Windows doesn’t have a direct equivalent to Fail2ban, but you can replicate the behavior using Windows Firewall + log monitoring:

  1. Enable IIS Logging

    • IIS logs are stored at C:\inetpub\logs\LogFiles\W3SVC1\
    • Look for frequent 401, 403, or 404 errors.

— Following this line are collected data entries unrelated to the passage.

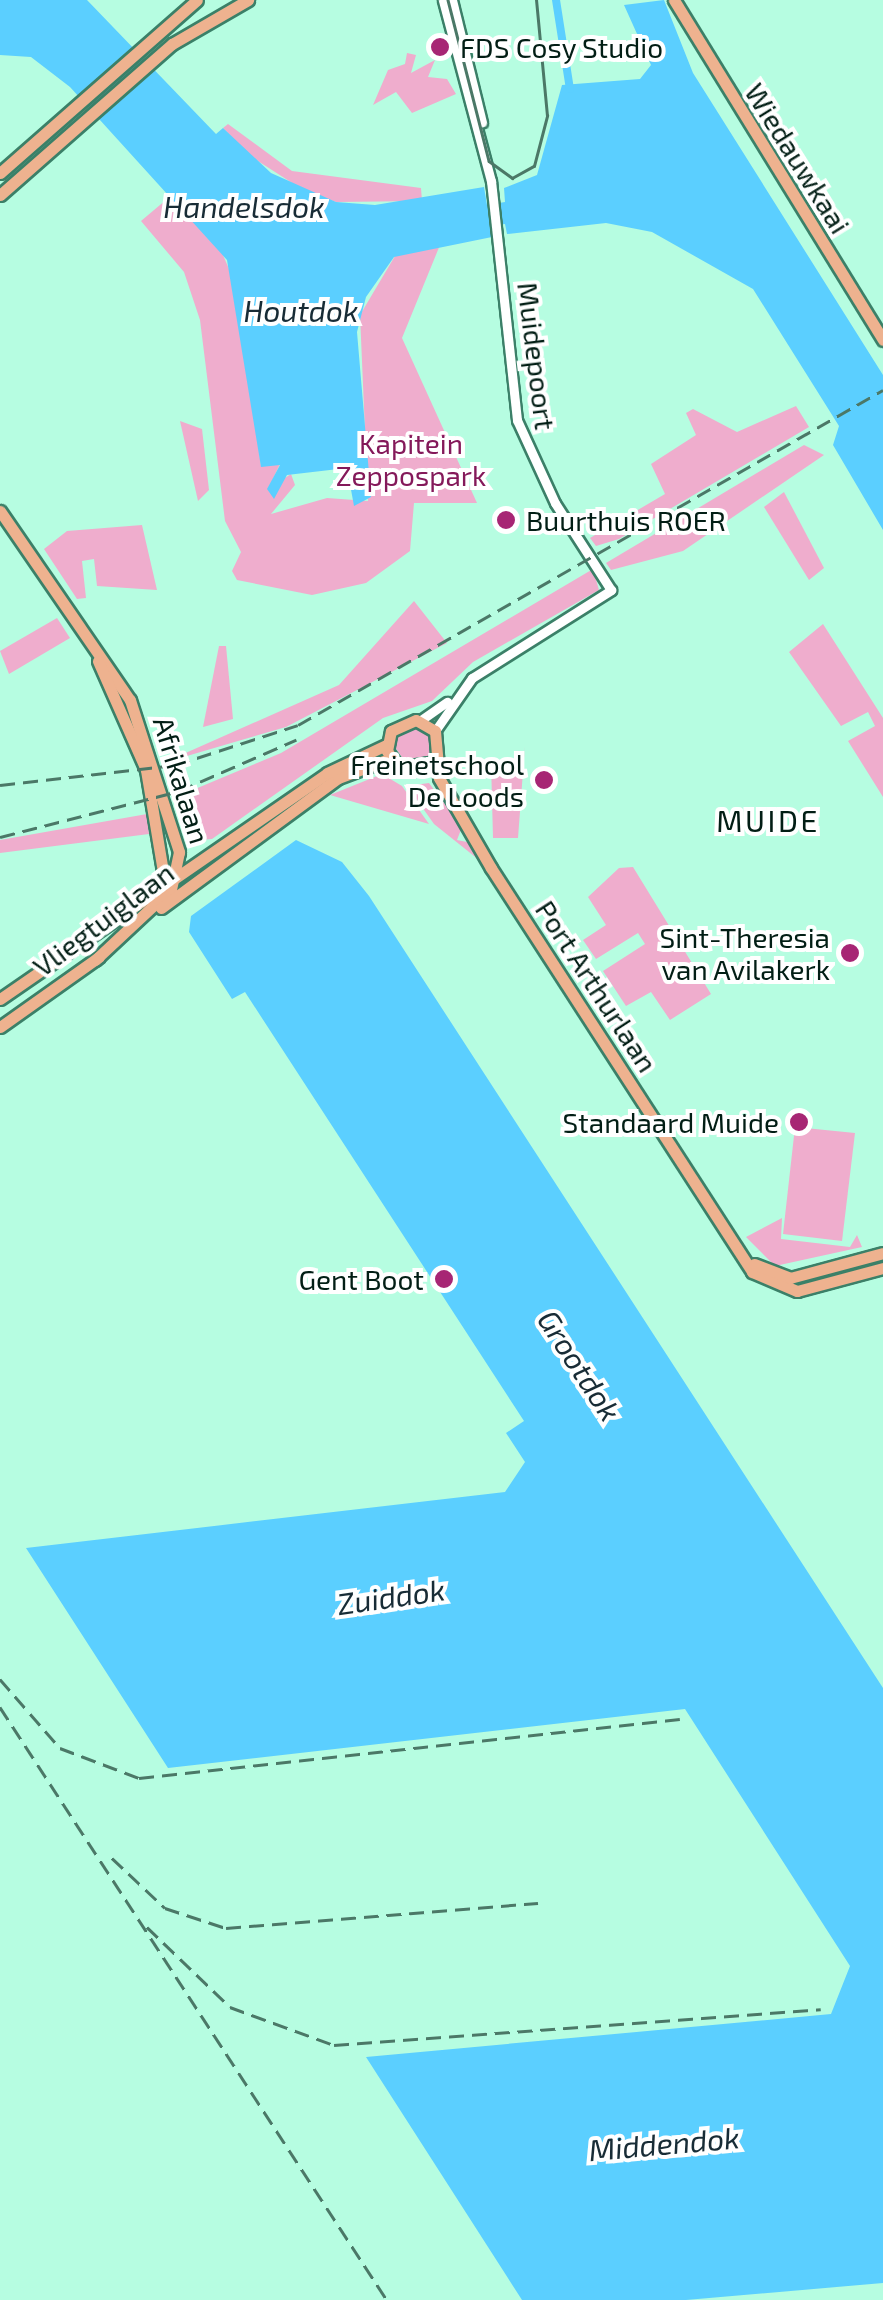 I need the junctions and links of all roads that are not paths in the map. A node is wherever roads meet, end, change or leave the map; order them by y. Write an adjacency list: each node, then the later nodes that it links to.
1 (197, 0): 6 (main road)
2 (444, 0): 7 (street)
3 (452, 0): 7 (street)
4 (674, 0): 9 (main road, Wiedauwkaai)
5 (239, 2): 8 (main road)
6 (0, 173)
7 (491, 179): 11 (street, Muidepoort)
8 (0, 195)
9 (883, 340)
10 (0, 510): 12 (main road, Afrikalaan)
11 (608, 578): 13 (street, Port Arthurlaan)
12 (84, 632): 21 (main road, Afrikalaan); 22 (main road, Afrikalaan)
13 (453, 698): 14 (street, Port Arthurlaan); 15 (street, Port Arthurlaan)
14 (421, 720): 15 (main road); 16 (main road, Port Arthurlaan)
15 (435, 732): 18 (main road, Port Arthurlaan)
16 (386, 745): 17 (main road); 23 (main road, Vliegtuiglaan)
17 (390, 759): 19 (main road, Port Arthurlaan); 25 (main road, Vliegtuiglaan)
18 (434, 762): 19 (main road); 20 (main road, Port Arthurlaan)
19 (420, 771): 20 (main road, Port Arthurlaan)
20 (450, 796): 32 (main road, Port Arthurlaan)
21 (180, 855): 23 (main road); 24 (main road, Afrikalaan)
22 (167, 860): 24 (main road, Afrikalaan); 26 (main road)
23 (202, 860): 24 (main road, Vliegtuiglaan)
24 (180, 874): 25 (main road); 26 (main road, Vliegtuiglaan); 27 (main road)
25 (197, 878): 27 (main road, Vliegtuiglaan)
26 (162, 886): 28 (main road, Vliegtuiglaan)
27 (95, 960): 29 (main road, Vliegtuiglaan)
28 (0, 999)
29 (0, 1026)
30 (883, 1254): 32 (main road)
31 (883, 1268): 32 (main road)
32 (788, 1284)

  2. Create a PowerShell Script
    Example script to parse logs and block offending IPs:

    $logPath = "C:\inetpub\logs\LogFiles\W3SVC1\u_ex*.log"
$banList = @()

# Get IPs with more than 20 403 errors in the last hour
Get-Content (Get-ChildItem $logPath | Sort-Object LastWriteTime -Descending | Select-Object -First 1) |
  ForEach-Object {
    if ($_ -match '(\d+\.\d+\.\d+\.\d+).+ 403 ') {
      $banList += $matches[1]
    }
  }

$banList = $banList | Group-Object | Where-Object { $_.Count -gt 20 } | Select-Object -ExpandProperty Name

foreach ($ip in $banList) {
  Write-Host "Blocking $ip"
  netsh advfirewall firewall add rule name="IISBlock_$ip" dir=in action=block remoteip=$ip
}
    • Schedule this script using Task Scheduler (e.g., every 10 minutes).
    • Offending IPs are dynamically blocked at the firewall level.

Testing & Troubleshooting

  • Use curl or a browser from the blocked IP to confirm access is denied (403 Forbidden).
  • Check IIS logs at C:\inetpub\logs\LogFiles\W3SVC1\
  • Restart IIS if necessary: 
    iisreset

Best Practices

  • Prefer automation: Use PowerShell or centralized configuration for large-scale deployments.
  • Whitelist critical IPs: Always allow your own admin IPs before enabling strict blocking.
  • Keep lists updated: Regularly review and update blocked IPs.
  • Monitor logs: Regularly review access logs for suspicious traffic.
  • Test before deploying: Misconfiguration can lock out legitimate traffic—including yourself.